Example 2 may include the system of Example 1, wherein the logic is further to split connected words into one or more word regions based on the identified core text region and supportive text region.
Example 3 may include the system of Example 1, wherein the logic is further to remove a word region in response to a lack of core text region pixels in the word region.
Example 4 may include the system of Example 1, wherein the logic is further to train the scene text detection network with a plurality of image training samples, the scene text detection network including a dense features portion, a reverse connections portion communicatively coupled to the dense features portion, and a stage losses portion communicatively coupled to the reverse connections portion.
Example 5 may include the system of Example 4, wherein the logic is further to support large receptive field features for the dense features portion.

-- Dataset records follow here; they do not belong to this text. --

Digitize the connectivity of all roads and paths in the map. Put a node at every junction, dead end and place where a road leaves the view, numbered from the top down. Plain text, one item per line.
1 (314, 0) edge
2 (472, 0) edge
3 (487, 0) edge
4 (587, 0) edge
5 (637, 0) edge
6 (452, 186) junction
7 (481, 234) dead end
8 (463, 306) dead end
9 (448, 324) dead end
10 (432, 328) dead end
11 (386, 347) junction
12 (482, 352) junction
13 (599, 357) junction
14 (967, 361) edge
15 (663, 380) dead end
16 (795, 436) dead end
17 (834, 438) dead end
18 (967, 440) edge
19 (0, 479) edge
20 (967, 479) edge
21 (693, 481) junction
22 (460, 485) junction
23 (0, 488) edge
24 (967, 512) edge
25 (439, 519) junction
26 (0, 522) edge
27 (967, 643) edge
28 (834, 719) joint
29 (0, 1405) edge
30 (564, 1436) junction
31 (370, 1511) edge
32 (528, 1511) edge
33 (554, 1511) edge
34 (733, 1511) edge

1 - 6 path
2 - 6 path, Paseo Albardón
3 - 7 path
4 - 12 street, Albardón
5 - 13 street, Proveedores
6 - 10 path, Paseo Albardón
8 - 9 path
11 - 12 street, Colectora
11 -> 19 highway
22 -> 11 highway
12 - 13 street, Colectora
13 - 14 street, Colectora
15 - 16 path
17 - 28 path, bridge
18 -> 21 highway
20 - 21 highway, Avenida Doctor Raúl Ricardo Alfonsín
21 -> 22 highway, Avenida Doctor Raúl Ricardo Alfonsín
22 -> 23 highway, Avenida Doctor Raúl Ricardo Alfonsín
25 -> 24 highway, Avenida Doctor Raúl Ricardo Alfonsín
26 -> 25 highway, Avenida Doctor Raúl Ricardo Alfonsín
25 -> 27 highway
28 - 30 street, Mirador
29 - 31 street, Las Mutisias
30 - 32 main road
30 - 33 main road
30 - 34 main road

Example 6 may include the system of any of Examples 4 to 5, wherein the logic is further to train the scene text detection network with a plurality of online hard examples mining training samples.
Example 7 may include a semiconductor package apparatus, comprising one or more substrates, and logic coupled to the one or more substrates, wherein the logic is at least partly implemented in one or more of configurable logic and fixed-functionality hardware logic, the logic coupled to the one or more substrates to apply a trained scene text detection network to an image to identify a core text region, a supportive text region, and a background region of the image, and detect text in the image based on the identified core text region and supportive text region.
Example 8 may include the apparatus of Example 7, wherein the logic is further to split connected words into one or more word regions based on the identified core text region and supportive text region.
Example 9 may include the apparatus of Example 7, wherein the logic is further to remove a word region in response to a lack of core text region pixels in the word region.
Example 10 may include the apparatus of Example 7, wherein the logic is further to train the scene text detection network with a plurality of image training samples, the scene text detection network including a dense features portion, a reverse connections portion communicatively coupled to the dense features portion, and a stage losses portion communicatively coupled to the reverse connections portion.
Example 11 may include the apparatus of Example 10, wherein the logic is further to support large receptive field features for the dense features portion.
Example 12 may include the apparatus of any of Examples 10 to 11, wherein the logic is further to train the scene text detection network with a plurality of online hard examples mining training samples.
Example 13 may include a method of detecting text, comprising applying a trained scene text detection network to an image to identify a core text region, a supportive text region, and a background region of the image, and detecting text in the image based on the identified core text region and supportive text region.
Example 14 may include the method of Example 13, further comprising splitting connected words into one or more word regions based on the identified core text region and supportive text region.
Example 15 may include the method of Example 13, further comprising removing a word region in response to a lack of core text region pixels in the word region.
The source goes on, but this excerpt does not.